What is the real root of human loneliness? A flaw within our make-up? Inadequacy and sin? Or, does Augustine’s famous line, You have made us for yourself, Lord, and our hearts are restless until they rest in you, say it all?
Augustine’s adage, for all its merit, is not quite enough. We are infinite souls inside finite lives and that alone should be enough to explain our incessant and insatiable aching; except there is something else, that is, our souls enter the world bearing the brand of eternity and this gives all of our aching a particularized coloring.
There are various explanations of this: For example, Bernard Lonergan, the much-esteemed theologian and philosopher, suggests that human soul does not come into the world as a tabla rasa, a pure, clean sheet of paper onto which anything can be written. Rather, for him, we are born with the brand of the first principles indelibly stamped inside our souls. What does he mean by this?

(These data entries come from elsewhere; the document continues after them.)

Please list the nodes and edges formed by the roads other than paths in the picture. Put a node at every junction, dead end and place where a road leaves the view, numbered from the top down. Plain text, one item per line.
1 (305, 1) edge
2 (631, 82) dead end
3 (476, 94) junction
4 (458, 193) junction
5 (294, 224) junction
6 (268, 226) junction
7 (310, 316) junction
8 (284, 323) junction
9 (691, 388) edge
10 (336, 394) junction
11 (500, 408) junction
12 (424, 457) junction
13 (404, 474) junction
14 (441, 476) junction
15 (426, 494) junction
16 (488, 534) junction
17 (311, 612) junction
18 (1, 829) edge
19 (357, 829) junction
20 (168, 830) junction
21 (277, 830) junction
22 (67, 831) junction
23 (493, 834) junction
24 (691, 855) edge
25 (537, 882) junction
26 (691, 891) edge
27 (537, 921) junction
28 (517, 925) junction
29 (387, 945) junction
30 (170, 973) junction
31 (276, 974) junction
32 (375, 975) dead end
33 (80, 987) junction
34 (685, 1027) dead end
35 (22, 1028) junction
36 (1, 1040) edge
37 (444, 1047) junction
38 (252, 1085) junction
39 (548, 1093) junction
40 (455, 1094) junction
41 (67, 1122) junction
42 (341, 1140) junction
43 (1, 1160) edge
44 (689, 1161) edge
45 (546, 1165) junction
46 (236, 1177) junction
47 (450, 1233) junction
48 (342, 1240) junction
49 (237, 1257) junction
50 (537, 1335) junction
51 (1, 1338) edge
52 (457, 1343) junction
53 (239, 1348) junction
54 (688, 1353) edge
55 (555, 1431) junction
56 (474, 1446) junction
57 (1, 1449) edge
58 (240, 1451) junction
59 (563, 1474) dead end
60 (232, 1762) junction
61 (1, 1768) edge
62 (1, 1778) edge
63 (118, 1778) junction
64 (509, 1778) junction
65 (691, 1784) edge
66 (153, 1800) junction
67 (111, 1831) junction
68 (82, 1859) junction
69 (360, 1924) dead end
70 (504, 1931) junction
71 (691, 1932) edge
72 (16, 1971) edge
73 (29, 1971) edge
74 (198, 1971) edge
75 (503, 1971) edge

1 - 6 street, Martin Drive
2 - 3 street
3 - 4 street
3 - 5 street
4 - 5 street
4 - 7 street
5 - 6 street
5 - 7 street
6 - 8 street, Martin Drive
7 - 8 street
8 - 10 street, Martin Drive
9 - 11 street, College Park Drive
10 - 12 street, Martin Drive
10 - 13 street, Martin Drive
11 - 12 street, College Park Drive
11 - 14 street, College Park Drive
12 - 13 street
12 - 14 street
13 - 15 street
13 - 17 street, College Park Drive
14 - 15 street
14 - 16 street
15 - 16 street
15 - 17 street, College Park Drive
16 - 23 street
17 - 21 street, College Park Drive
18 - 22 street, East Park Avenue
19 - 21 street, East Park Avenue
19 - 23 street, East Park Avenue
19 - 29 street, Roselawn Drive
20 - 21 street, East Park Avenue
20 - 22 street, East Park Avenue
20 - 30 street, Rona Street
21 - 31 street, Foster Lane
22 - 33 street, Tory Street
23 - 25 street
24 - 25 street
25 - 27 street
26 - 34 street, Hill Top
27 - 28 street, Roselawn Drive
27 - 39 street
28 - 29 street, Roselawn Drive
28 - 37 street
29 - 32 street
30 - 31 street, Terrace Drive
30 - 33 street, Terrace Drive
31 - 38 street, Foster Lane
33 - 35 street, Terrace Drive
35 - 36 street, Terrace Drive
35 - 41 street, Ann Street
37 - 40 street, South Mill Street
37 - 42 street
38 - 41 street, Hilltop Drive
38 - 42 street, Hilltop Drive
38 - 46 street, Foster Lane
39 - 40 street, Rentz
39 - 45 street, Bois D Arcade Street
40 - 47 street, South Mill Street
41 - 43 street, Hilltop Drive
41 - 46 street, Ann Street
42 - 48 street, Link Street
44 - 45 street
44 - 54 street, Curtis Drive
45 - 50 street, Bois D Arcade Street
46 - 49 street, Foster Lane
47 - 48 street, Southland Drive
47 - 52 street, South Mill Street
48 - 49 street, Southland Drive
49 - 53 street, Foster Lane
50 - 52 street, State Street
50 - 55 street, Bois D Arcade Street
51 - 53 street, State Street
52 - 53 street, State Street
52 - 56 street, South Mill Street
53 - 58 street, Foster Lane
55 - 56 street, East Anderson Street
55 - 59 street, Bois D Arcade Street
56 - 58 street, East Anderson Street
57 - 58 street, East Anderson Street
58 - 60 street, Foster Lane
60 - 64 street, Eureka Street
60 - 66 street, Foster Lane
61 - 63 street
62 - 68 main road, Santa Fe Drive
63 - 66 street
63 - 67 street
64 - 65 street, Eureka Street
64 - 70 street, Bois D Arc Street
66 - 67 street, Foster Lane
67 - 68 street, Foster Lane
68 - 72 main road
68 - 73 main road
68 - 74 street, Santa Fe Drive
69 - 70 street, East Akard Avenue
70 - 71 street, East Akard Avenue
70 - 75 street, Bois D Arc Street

Classical theology and philosophy name four things that they call transcendental, meaning that they are somehow true of everything that exists, namely, oneness, truth, goodness, and beauty. Everything that exists somehow bears these four qualities. However these qualities are perfect only inside of God. God, alone, is perfect oneness, perfect truth, perfect goodness, and perfect beauty. However, for Lonergan, God brands these four things, in their perfection, into the core of the human soul.
Hence we come into the world already knowing, however dimly, perfect oneness, perfect truth, perfect goodness, and perfect beauty because they already lie inside us like an inerasable brand. Thus we can tell right from wrong because we already know perfect truth and goodness in the core of our souls, just as we also instinctively recognize love and beauty because we already know them in a perfect way, however darkly, inside ourselves. In this life, we don’t learn truth, we recognize it; we don’t learn love, we recognize it; and we don’t learn what is good, we recognize it. We recognize these because we already possess them in the core of our souls.
Some mystics gave this a mythical expression: The taught that the human soul comes from God and that the last thing that God does before putting a soul into the body is to kiss the soul. The soul then goes through life always dimly remembering that kiss, a kiss of perfect love, and the soul measures all of life’s loves and kisses against that primordial perfect kiss.
The ancient Greek Stoics taught something similar. They taught that souls pre-existed inside of God and that God, before putting a soul into a body, would blot out the memory of its pre-existence. But the soul would then be always unconsciously drawn towards God because, having come from God, the soul would always dimly remember its real home, God, and ache to return there.
In one rather interesting version of this notion, they taught that God put the soul into the body only when the baby was already fully formed in its mother’s womb. Immediately after putting the soul into the body, God would seal off the memory of its pre-existence by physically shutting the baby’s lips against its ever speaking of its pre-existence. That’s why we have a little cleft under our noses, just above center of our lips. It’s where God’s finger sealed our lips. That is why whenever we are struggling to remember something, our index finger instinctually rises to that cleft under our nose. We are trying to retrieve a primordial memory.
Perhaps a metaphor might be helpful here: We commonly speak of things as “ringing true” or “ringing false”. But only bells ring. Is there a bell inside us that somehow rings in a certain way when things are true and in another when they are false? In essence, yes! We nurse an unconscious memory of once having known love, goodness, and beauty perfectly. Hence things will ring true or false, depending upon whether or not they are measuring up to the love, goodness, and beauty that already reside in a perfect form at the core of our souls.
And that core, that center, that place in our souls where we have been branded with the first principles and where we unconsciously remember the kiss of God before we were born, is the real seat of that congenital ache inside us which, in this life, can never be fully assuaged. We bear the dark memory, as Henri Nouwen says, of once having been caressed by hands far gentler than we ever meet in this life.
Our souls dimly remember once having known perfect love and perfect beauty. But, in this life, we never quite encounter that perfection, even as we forever ache for someone or something to meet us at that depth. This creates in us a moral loneliness, a longing for what we term a soulmate, namely, a longing for someone who can genuinely recognize, share, and respect what’s deepest in us.